In response to a Post query about the Green Movement’s allegations, the Environmental Protection Ministry said that it has completed the preparation of a detailed national program to reduce air pollution and distributed it to government offices about six months ago.

“Unfortunately, the government has not yet voted on and approved the plan and this issue was discussed at the High Court in recent days,” the ministry said.

The Environment Ministry is currently undergoing discussions with the Treasury in order to reach an agreement that will enable the realization of this program, on which an interministerial team has been working for a year and a half, the response continued.

“It is emphasized that by no means whatsoever has the declaration on the cities afflicted by air pollution been cancelled,” the ministry said.

“In order to enable the local authorities to work toward reducing air pollution in their territories, it was decided to postpone this step only for a limited time.”

Some have the municipalities have already submitted their air pollution reduction plans, while others are in advanced stages of their preparation procedures, the ministry explained.

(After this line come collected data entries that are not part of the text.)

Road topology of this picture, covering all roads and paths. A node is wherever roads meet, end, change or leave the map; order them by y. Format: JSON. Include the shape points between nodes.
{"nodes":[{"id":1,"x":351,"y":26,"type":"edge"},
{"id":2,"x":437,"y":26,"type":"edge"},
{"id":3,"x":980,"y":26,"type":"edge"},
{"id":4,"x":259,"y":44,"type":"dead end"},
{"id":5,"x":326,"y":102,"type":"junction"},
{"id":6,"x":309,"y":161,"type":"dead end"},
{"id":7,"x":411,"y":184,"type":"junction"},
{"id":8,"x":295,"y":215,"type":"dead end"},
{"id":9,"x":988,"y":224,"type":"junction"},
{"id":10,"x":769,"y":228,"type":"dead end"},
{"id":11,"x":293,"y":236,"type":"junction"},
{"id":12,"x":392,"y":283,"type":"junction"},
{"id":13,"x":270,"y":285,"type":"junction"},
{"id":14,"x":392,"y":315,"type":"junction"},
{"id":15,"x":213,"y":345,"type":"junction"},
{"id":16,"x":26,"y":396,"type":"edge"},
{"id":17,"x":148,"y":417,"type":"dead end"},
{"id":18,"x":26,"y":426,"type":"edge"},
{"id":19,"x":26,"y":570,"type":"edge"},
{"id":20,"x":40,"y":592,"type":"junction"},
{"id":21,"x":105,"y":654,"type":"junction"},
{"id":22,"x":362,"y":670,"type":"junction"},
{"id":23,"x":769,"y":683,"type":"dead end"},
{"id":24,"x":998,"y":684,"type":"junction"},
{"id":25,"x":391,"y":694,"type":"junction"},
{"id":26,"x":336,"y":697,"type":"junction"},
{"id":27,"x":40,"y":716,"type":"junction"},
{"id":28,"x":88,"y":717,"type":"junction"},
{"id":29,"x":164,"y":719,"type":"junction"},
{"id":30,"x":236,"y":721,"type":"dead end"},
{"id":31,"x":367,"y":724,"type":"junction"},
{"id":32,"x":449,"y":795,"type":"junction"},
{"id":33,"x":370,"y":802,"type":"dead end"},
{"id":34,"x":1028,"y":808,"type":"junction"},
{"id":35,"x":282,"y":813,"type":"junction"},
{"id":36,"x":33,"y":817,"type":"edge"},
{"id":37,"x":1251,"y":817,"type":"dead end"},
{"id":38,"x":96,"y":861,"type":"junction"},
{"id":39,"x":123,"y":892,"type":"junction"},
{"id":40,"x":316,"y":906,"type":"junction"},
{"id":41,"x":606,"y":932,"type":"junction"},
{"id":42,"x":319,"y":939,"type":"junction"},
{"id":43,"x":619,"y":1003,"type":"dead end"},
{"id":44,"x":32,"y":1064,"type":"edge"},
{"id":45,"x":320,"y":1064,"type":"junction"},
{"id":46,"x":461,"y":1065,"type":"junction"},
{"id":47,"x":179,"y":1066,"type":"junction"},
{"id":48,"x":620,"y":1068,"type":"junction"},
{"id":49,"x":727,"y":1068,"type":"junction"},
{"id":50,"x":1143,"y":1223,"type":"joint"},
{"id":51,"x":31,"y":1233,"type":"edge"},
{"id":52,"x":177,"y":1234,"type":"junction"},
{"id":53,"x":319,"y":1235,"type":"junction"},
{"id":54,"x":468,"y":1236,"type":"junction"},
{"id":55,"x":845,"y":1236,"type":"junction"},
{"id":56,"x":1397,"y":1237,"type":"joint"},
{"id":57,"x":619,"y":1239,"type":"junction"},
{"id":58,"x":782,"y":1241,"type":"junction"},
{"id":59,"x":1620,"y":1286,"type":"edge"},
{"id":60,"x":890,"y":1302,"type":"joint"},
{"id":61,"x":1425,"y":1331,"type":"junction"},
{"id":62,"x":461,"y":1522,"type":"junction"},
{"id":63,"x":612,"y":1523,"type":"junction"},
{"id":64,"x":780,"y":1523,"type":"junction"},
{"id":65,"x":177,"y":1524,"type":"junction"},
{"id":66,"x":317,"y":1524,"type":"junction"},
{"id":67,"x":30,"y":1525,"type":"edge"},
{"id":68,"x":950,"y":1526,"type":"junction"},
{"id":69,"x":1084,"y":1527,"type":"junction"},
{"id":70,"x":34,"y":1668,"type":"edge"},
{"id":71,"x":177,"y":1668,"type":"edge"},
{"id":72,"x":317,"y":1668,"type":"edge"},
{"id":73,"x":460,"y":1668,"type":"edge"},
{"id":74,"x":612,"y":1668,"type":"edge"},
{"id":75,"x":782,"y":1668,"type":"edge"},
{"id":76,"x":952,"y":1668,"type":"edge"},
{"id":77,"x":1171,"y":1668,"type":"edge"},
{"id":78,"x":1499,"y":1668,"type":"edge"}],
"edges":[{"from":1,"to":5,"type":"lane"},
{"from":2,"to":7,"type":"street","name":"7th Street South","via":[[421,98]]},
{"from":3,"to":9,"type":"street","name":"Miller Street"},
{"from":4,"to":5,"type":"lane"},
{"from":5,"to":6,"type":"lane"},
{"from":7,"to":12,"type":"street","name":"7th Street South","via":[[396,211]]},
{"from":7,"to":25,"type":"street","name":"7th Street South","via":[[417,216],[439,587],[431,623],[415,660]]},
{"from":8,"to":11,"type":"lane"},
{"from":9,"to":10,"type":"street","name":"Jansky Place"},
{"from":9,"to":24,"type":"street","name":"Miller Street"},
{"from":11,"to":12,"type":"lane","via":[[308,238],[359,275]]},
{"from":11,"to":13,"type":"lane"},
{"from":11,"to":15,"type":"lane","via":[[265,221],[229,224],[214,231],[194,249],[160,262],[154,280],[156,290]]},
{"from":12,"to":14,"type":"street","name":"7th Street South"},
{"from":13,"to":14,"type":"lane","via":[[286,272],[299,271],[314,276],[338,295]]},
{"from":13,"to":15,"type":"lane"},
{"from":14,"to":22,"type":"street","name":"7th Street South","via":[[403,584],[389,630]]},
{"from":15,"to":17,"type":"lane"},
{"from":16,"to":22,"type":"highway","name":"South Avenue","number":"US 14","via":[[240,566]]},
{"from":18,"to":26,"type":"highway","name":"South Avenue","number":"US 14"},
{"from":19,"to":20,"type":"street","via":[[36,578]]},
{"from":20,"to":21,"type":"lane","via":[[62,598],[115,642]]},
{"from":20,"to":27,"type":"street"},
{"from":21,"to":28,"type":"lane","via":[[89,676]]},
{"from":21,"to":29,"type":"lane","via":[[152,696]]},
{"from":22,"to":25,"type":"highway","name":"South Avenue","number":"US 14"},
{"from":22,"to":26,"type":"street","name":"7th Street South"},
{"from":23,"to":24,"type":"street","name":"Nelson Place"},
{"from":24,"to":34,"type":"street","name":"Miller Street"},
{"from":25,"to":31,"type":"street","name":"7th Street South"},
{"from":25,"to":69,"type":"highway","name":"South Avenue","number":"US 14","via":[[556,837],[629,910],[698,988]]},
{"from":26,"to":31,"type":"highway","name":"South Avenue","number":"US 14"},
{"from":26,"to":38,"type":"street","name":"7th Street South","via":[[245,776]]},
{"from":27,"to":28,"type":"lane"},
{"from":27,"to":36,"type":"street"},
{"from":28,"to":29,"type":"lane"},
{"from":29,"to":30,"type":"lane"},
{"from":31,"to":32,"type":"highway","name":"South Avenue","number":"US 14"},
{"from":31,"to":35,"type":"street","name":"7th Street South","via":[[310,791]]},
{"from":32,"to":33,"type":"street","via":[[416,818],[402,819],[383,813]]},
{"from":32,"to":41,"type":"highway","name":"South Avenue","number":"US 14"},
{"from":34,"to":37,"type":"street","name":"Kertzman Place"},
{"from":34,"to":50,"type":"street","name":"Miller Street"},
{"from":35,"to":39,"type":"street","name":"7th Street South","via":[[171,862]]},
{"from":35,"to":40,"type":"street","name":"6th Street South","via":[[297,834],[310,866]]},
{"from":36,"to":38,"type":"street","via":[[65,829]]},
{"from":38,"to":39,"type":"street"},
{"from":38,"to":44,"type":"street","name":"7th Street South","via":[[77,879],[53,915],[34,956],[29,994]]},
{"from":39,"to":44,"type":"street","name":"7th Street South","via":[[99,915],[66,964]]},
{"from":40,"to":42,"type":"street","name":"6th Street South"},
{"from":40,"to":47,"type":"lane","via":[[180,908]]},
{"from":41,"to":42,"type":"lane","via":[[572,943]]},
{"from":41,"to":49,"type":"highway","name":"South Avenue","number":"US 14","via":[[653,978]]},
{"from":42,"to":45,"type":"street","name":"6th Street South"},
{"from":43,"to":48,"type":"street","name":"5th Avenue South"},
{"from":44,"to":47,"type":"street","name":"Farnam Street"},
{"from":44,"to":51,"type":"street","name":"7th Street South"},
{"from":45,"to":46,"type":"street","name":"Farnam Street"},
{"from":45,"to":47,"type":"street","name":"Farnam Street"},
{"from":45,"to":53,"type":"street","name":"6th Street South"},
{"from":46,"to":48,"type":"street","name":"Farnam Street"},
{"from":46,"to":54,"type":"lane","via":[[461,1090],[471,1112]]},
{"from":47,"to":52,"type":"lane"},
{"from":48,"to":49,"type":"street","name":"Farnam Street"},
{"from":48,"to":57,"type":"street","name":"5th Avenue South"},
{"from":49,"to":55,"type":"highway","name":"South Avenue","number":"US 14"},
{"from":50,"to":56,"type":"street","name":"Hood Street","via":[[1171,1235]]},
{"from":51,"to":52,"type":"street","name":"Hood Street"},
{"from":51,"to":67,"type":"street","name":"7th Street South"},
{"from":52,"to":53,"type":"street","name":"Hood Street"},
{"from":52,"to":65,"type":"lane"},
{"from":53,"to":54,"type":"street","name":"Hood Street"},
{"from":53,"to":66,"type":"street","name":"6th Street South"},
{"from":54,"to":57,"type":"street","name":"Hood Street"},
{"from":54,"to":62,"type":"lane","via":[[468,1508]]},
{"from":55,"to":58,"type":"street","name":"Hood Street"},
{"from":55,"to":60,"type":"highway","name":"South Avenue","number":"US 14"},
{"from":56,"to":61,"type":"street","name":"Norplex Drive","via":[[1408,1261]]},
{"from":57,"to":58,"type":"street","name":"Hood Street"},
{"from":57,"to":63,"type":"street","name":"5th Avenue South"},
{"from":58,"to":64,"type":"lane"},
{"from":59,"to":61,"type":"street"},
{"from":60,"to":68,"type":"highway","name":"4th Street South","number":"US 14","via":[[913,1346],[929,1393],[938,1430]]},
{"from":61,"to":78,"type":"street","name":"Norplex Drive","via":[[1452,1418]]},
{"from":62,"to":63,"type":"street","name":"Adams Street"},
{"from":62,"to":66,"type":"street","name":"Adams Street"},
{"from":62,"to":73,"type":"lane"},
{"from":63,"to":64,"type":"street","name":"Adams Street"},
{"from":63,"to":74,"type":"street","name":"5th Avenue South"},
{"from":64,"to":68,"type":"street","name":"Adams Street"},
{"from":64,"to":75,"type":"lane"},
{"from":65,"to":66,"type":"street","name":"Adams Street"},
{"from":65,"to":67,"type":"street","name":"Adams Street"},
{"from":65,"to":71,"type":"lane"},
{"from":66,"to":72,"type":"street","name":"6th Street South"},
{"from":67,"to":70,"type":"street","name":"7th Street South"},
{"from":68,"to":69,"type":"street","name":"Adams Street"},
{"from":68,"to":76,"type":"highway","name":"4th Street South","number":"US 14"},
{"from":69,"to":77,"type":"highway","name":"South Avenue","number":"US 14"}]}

“The ministry is closely following the activities of the authorities on this matter and will consider the declaration in accordance with their performance and progress,” the response said.

The ministry also stressed, however, that not all the blame belongs to the cities themselves and that the Transportation Ministry must take steps to reduce air pollution caused by vehicles, which are a major factor in pollution.

Green Course, an environmental organization that last Friday distributed balloons filled with clean air at the Haifa Stair Race, likewise said that the Environmental Protection Ministry must declare Haifa, as well as a few other cities, as afflicted by air pollution.

The organization spokesman noted, however, that because Green Course is a nonpartisan organization, it is fighting a struggle independent from that of the Green Movement.

“In the year 2012, the State of Israel is stricken with air pollution, ensnared in traffic jams, polluted by portions of the factories and not promoting a sector for efficient solutions, whose sources are green energy,” the Green Course spokesman said.

Jerusalem, Tel Aviv and Haifa all need to be declared victims of air pollution, a notion that Green Course will be declaring at a ceremony at Beit Dizengoff on Rothschild Boulevard in Tel Aviv on Friday afternoon. Joining Green Course will be Adam Teva V’Din – Israel Union for Environmental Defense, Greenpeace, the Coalition for Public Health, Transportation Today and Tomorrow, Israel Energy Forum and 15 Minutes, an organization for public transportation users.

“In Israel people are sick and dying from air pollution, every year about 1,000 people, mostly in big cities,” the Green Course spokesman said.

“We call on the Environmental Protection Ministry, the regional authorities and the Israeli government to take responsibility for the health of residents, to declare these cities as afflicted with air pollution and promote programs to reduce air pollution.”